Object Model Reference
IE [windowRef.]document.all.framesetID.cols
FRAMEBORDERNN 3   IE 3   HTML n/a
FRAMEBORDER="borderSwitch"Optional
 

Controls whether all frames within the frameset display a border (acting as dividers between frame edges). The FRAMEBORDER attribute of FRAME elements can override the FRAMESET element's setting for this attribute, but some frame organizations don't lend themselves well to eliminating frames from subgroups of frames. Override the FRAMESET element's attribute with caution and testing on all browsers and operating system platforms.

 
Example
<FRAMESET COLS="25%,50%,25%" FRAMEBORDER="no">...</FRAMESET>
 
Value
On-off values for this attribute vary with the browser. Navigator uses yes and no. Internet Explorer 4 accepts both yes | no and 1 | 0 (only the latter pair are specified for IE 3). For Version 4 cross-browser compatibility, use the yes/no pairing.
 
Default yes
 
Object Model Reference
IE [windowRef.]document.all.framesetID.frameBorder
FRAMESPACINGNN n/a   IE 3   HTML n/a
FRAMESPACING="pixelLength"Optional
 

The Internet Explorer FRAMESPACING attribute is an older version of the BORDER attribute. The older attribute is supported in IE 4 for backward compatibility. The behavior of FRAMESPACING attribute is more uniform across operating system versions of IE 4: a setting of 10 pixels generates a border between frames that is essentially identical in both Windows and Mac versions. For an IE-only deployment, the FRAMESPACING attribute is a more accurate way to create borders that look the same across operating system versions.

 
Example
<FRAMESET COLS="25%,50%,25%" FRAMESPACING="7">...</FRAMESET>
 
Value
A positive integer. Unlike the BORDER attribute, however, a setting of zero does not remove the border. Use the FRAMEBORDER attribute to hide borders entirely.
 
Default 2
 
Object Model Reference
IE [windowRef.]document.all.framesetID.frameSpacing
ROWSNN 2   IE 3   HTML 4
ROWS="rowLengthsList"Optional
 

Defines the sizes or proportions of the row arrangement of frames in a frameset. If it is the intent to use the FRAMESET element to create frames with multiple rows, you must assign a list of values to the ROWS attribute.

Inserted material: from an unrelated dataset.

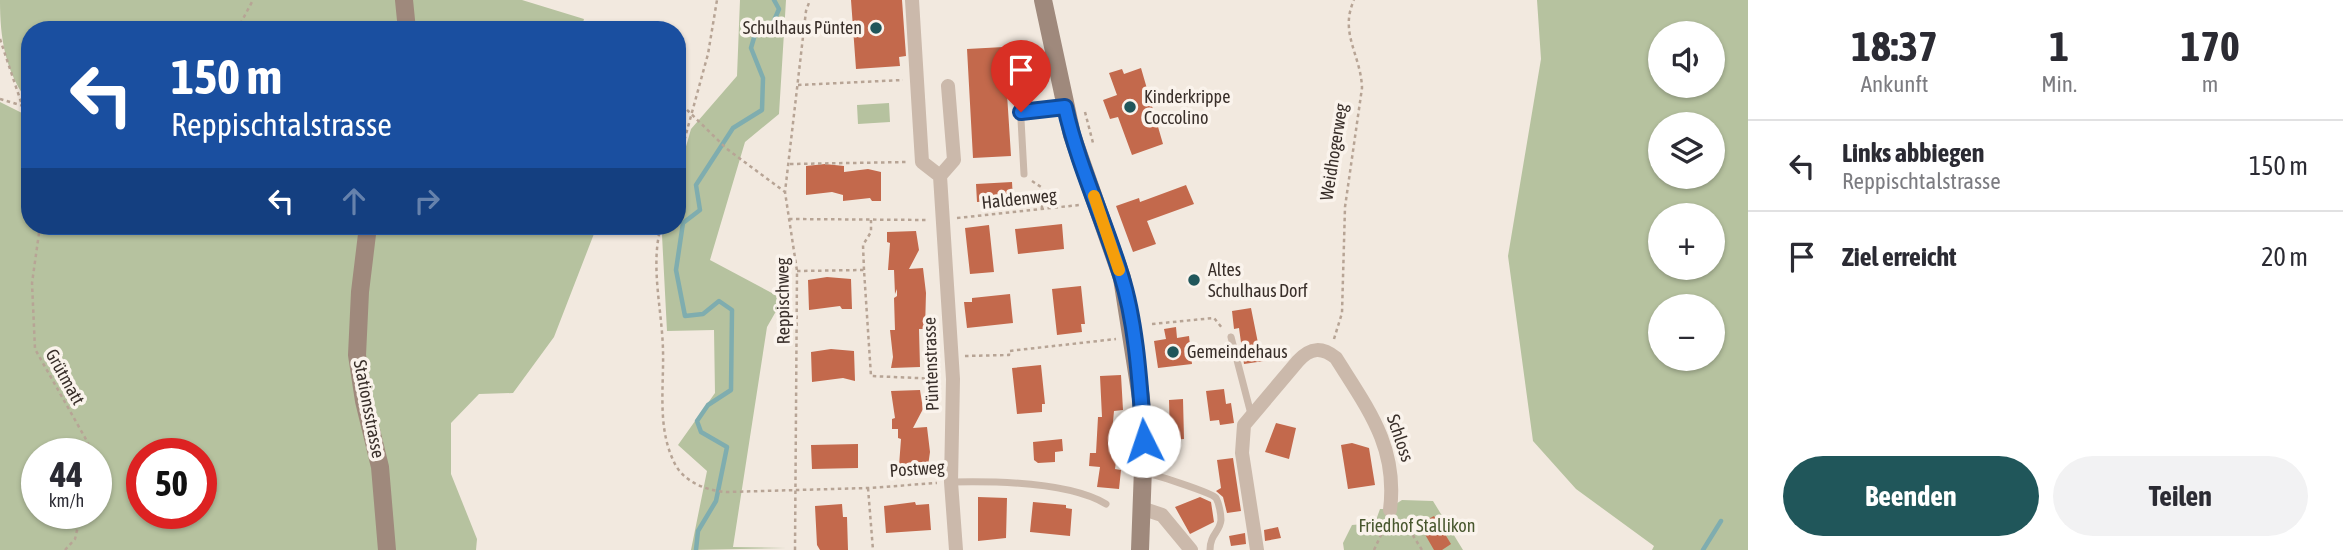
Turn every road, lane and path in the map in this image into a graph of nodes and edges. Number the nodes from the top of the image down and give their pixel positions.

Row size is defined in one of three ways:

An absolute pixel size

A percentage of the height available for the entire frameset in the browser window

A wildcard (*) to represent all available remaining space in the browser window after other pixels and percentages have been accounted for

Use an absolute pixel size when you want the height of a frame row to be the same no matter how the user has sized the overall browser window. This is especially useful when the frame is to display an object of fixed height, such as an image. Use a percentage when you want the frame height to be a certain proportion of the frameset's height, no matter how the user has adjusted the size of the overall browser window. If you use all percentage values for the ROWS attribute, they should add up to 100%. If the values don't add up to 100%, the browser makes the rows fit anyway. Finally, use the asterisk wildcard value to let the browser calculate the height of one row when all other rows in the frameset have fixed or percentage values assigned to them. Separate the values within the attribute value string with commas.

You can mix and match all three types of values in the attribute string. For example, consider a three-row frameset. If you want the bottom row to be exactly 80 pixels high to accommodate a navigation bar, but the middle row must be 500f the total frameset height, set the value as follows:

<FRAMESET ROWS="*,50%,80">

The precise height of the two topmost frames is different with each browser window's height adjustment. The topmost frame height in this example is roughly equal to one half the height of the frameset minus the 80 pixels reserved for the bottom row.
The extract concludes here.